*** Input data
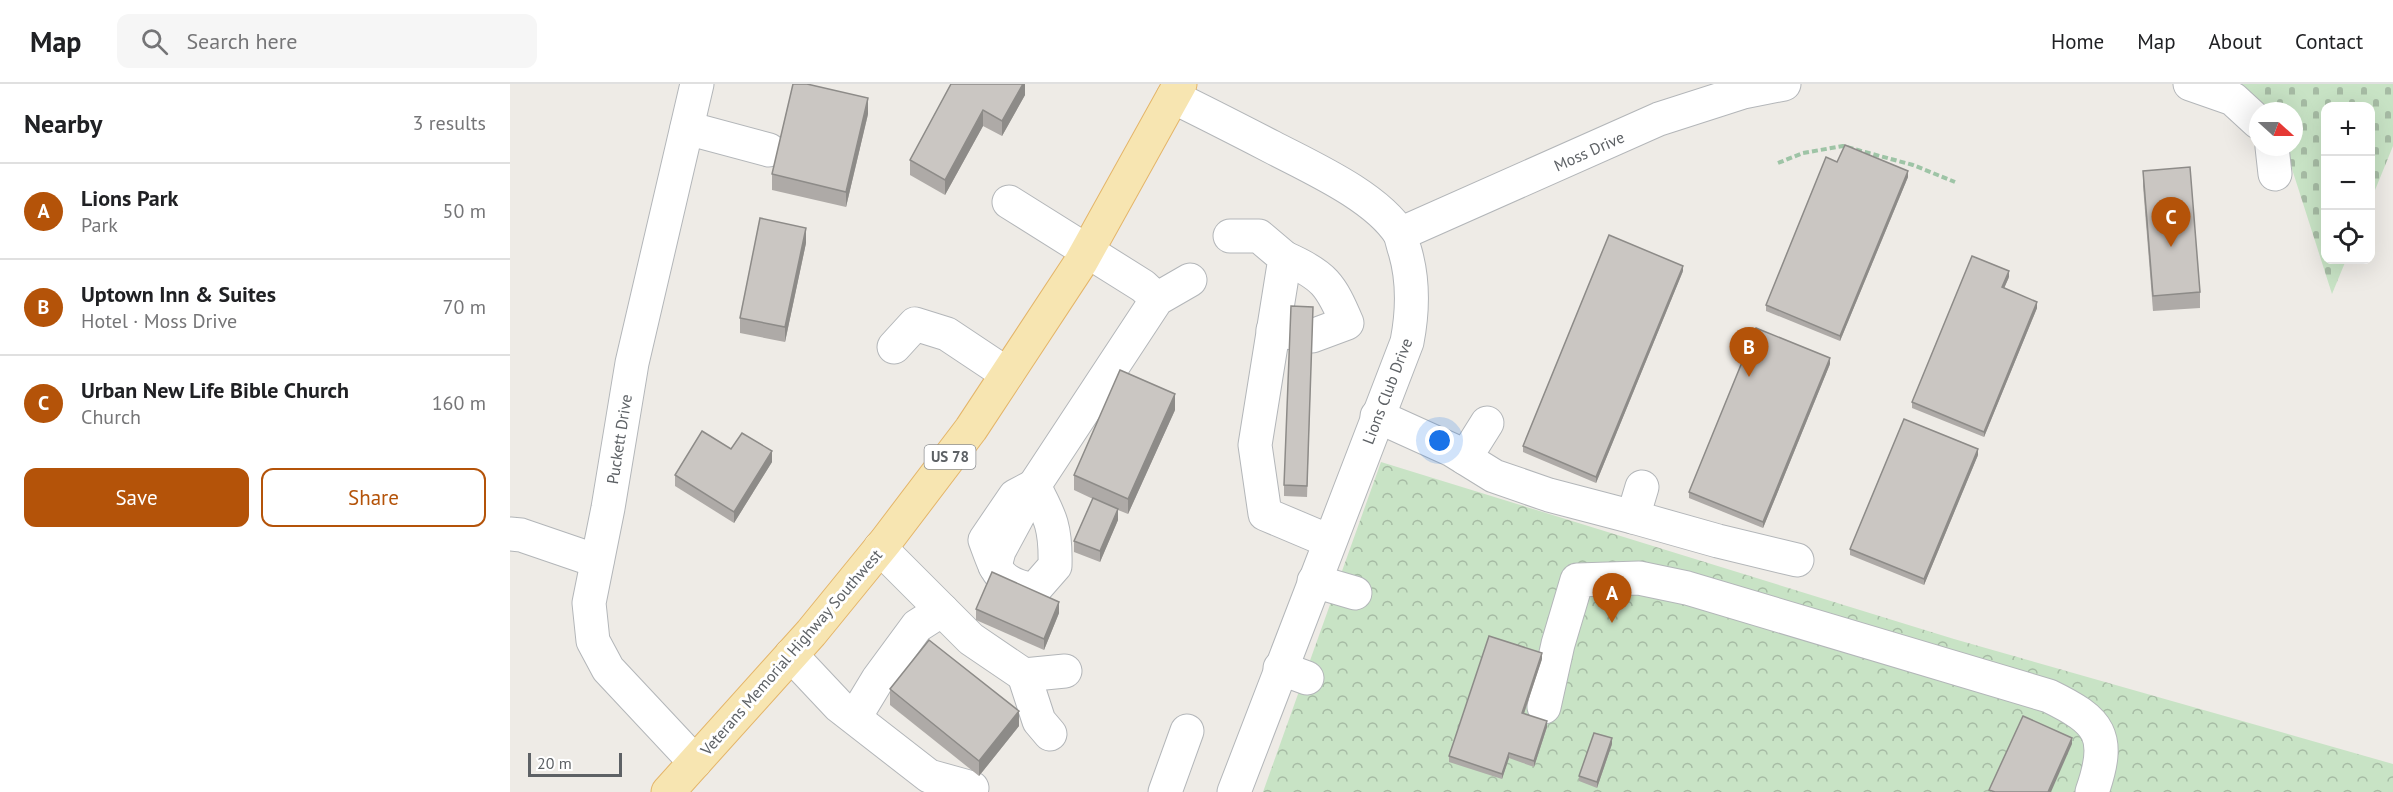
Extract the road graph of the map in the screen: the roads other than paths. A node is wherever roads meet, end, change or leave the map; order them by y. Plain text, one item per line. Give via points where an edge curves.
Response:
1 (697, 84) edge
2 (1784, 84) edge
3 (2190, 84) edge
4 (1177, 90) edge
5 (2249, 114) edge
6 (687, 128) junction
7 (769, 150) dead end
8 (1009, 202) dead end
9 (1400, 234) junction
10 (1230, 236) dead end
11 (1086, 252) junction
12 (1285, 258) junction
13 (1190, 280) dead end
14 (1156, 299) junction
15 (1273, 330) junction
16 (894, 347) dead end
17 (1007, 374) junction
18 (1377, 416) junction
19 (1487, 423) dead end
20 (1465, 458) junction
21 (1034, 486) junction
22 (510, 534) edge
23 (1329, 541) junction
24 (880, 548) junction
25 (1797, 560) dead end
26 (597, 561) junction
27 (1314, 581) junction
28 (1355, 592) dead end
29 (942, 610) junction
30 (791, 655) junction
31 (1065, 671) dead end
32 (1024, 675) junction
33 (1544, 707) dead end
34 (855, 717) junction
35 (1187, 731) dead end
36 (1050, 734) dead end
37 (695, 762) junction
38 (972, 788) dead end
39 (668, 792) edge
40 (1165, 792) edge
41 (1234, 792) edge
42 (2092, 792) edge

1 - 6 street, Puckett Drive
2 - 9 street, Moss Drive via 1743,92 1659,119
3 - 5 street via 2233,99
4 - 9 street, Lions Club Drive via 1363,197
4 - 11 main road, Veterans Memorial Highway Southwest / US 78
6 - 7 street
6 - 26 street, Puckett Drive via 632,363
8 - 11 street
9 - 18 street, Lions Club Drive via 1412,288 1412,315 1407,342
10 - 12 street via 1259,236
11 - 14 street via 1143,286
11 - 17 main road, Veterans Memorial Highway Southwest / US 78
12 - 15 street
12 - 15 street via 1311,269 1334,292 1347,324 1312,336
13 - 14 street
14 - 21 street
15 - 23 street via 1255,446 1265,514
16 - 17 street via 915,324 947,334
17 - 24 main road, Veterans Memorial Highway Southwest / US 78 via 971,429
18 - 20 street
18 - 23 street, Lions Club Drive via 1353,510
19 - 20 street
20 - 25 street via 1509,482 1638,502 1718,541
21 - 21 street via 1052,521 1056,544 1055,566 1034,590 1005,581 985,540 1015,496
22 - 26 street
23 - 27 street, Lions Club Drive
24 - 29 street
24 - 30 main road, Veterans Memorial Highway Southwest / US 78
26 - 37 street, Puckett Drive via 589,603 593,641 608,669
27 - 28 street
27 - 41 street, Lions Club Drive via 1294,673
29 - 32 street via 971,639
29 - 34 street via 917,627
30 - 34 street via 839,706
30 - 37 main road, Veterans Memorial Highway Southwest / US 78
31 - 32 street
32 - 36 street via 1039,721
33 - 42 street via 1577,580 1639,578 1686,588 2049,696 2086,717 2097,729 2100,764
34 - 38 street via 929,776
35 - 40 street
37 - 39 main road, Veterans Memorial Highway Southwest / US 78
******
*** Input data
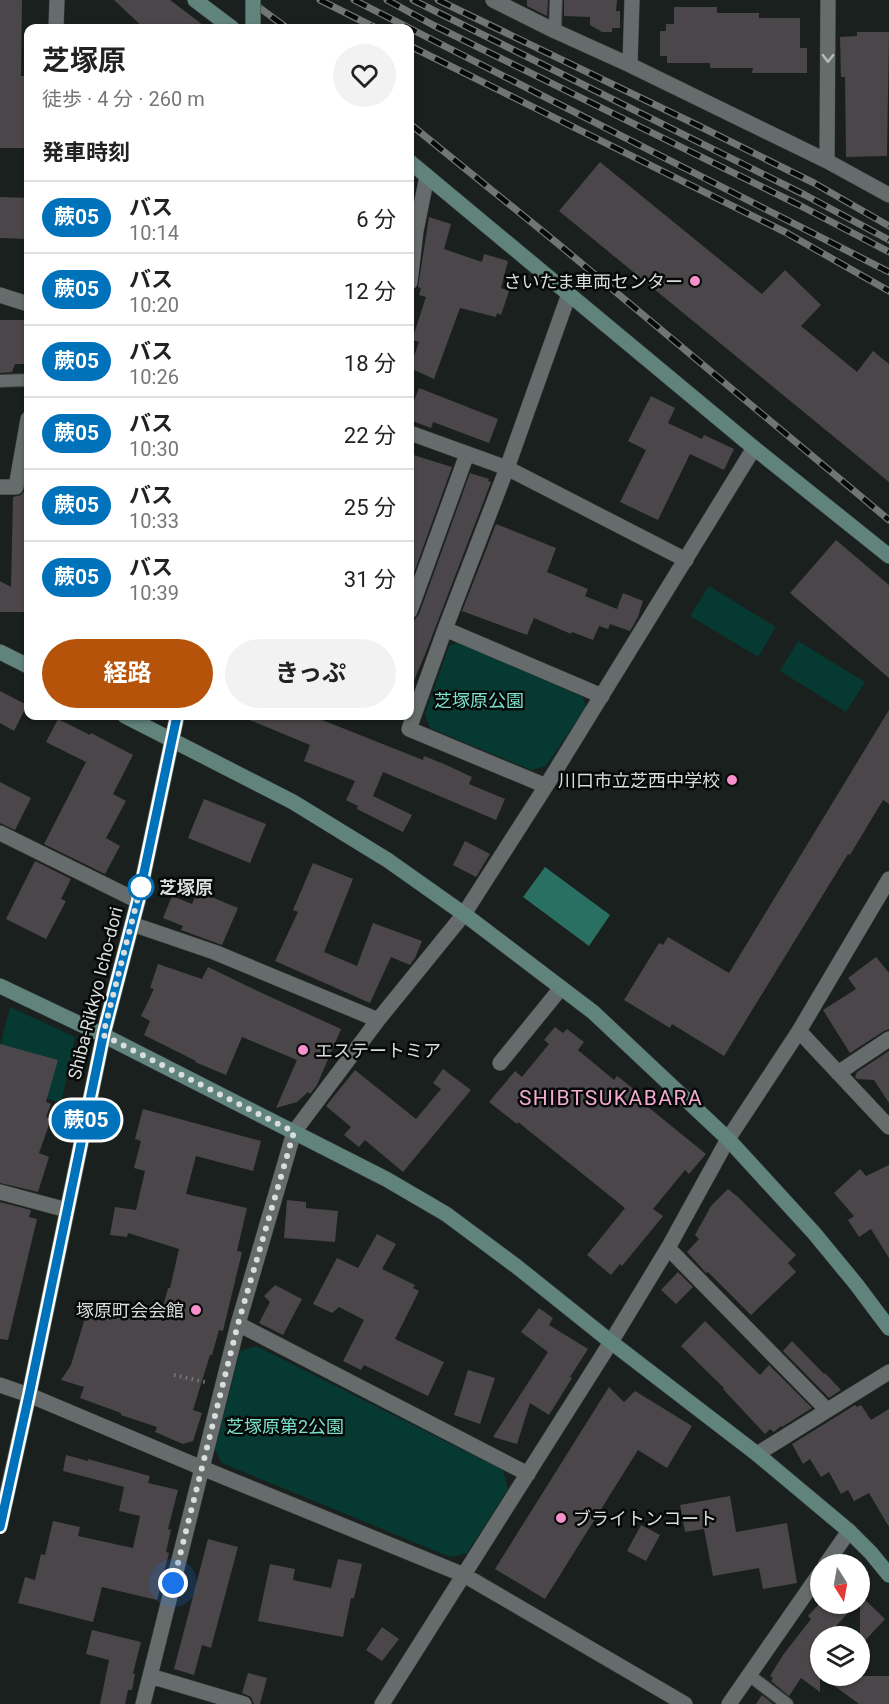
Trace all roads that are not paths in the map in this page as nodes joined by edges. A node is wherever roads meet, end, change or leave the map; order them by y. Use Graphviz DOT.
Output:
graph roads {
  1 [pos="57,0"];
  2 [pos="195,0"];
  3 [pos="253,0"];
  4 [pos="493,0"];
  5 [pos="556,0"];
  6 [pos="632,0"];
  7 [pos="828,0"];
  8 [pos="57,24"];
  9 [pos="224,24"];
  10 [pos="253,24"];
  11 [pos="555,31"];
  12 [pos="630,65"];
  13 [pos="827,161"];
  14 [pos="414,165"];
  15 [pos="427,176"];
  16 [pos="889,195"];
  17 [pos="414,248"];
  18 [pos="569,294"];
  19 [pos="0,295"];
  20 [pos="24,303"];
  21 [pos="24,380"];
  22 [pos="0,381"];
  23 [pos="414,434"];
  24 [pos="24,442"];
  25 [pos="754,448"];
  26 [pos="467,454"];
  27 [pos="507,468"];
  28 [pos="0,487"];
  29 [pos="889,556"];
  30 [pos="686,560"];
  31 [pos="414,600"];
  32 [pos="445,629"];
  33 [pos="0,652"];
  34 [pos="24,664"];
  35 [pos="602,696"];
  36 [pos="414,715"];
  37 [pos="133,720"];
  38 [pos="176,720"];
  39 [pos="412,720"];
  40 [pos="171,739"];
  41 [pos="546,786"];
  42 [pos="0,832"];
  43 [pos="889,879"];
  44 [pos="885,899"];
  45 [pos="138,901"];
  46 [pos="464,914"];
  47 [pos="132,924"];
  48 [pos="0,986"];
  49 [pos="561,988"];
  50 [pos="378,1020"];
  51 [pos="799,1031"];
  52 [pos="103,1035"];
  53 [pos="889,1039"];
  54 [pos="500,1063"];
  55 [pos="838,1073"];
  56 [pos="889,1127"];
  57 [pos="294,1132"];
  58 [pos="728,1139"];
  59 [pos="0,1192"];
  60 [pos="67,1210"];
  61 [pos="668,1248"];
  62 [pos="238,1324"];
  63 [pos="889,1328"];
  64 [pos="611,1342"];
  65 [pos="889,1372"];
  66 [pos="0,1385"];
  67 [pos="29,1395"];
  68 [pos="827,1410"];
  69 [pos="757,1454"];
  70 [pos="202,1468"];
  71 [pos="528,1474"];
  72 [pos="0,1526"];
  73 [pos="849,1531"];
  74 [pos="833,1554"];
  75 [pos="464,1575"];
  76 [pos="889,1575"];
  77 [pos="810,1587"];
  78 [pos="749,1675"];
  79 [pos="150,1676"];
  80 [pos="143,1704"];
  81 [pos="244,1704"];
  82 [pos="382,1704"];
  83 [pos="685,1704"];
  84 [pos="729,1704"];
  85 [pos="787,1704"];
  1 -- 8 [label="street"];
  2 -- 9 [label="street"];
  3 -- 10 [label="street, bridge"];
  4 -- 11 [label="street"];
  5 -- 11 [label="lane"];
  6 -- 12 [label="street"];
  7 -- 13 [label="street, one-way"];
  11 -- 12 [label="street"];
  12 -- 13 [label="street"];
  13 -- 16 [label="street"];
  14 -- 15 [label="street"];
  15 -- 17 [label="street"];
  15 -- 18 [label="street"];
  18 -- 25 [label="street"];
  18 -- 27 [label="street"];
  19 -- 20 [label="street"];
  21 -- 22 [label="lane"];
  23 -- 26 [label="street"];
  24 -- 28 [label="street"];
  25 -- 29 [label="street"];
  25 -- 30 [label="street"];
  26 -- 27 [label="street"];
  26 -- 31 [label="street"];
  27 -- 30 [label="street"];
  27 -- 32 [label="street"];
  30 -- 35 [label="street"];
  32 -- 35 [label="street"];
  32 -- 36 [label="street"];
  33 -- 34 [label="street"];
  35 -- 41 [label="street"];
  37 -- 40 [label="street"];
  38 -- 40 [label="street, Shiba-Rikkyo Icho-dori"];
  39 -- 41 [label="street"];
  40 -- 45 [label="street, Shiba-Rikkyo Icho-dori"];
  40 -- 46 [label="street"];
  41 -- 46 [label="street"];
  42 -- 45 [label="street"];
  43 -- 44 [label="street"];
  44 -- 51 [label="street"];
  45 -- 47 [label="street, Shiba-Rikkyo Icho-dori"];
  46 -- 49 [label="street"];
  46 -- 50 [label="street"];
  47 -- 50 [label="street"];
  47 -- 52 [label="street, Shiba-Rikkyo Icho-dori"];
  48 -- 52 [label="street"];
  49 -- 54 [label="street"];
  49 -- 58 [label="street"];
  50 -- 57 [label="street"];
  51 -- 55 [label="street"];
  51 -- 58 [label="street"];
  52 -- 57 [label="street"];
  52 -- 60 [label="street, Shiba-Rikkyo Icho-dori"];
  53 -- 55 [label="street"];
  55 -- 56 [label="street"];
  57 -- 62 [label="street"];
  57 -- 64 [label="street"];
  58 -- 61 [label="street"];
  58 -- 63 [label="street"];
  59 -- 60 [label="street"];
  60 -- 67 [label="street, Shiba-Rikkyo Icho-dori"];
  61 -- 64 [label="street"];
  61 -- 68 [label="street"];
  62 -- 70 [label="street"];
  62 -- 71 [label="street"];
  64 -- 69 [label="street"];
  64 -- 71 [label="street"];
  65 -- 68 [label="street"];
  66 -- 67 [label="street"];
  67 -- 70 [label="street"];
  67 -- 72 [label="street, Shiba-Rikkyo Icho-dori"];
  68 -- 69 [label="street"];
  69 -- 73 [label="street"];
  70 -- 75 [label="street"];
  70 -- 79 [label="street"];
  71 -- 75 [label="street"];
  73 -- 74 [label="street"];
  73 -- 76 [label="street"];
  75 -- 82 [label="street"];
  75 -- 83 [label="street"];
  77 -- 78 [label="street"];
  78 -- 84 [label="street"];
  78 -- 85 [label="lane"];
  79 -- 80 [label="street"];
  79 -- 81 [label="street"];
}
******
• _Assignment_:
Return all lines from the data above with "Puckett" in them.

• _Task response_:
1 - 6 street, Puckett Drive
6 - 26 street, Puckett Drive via 632,363
26 - 37 street, Puckett Drive via 589,603 593,641 608,669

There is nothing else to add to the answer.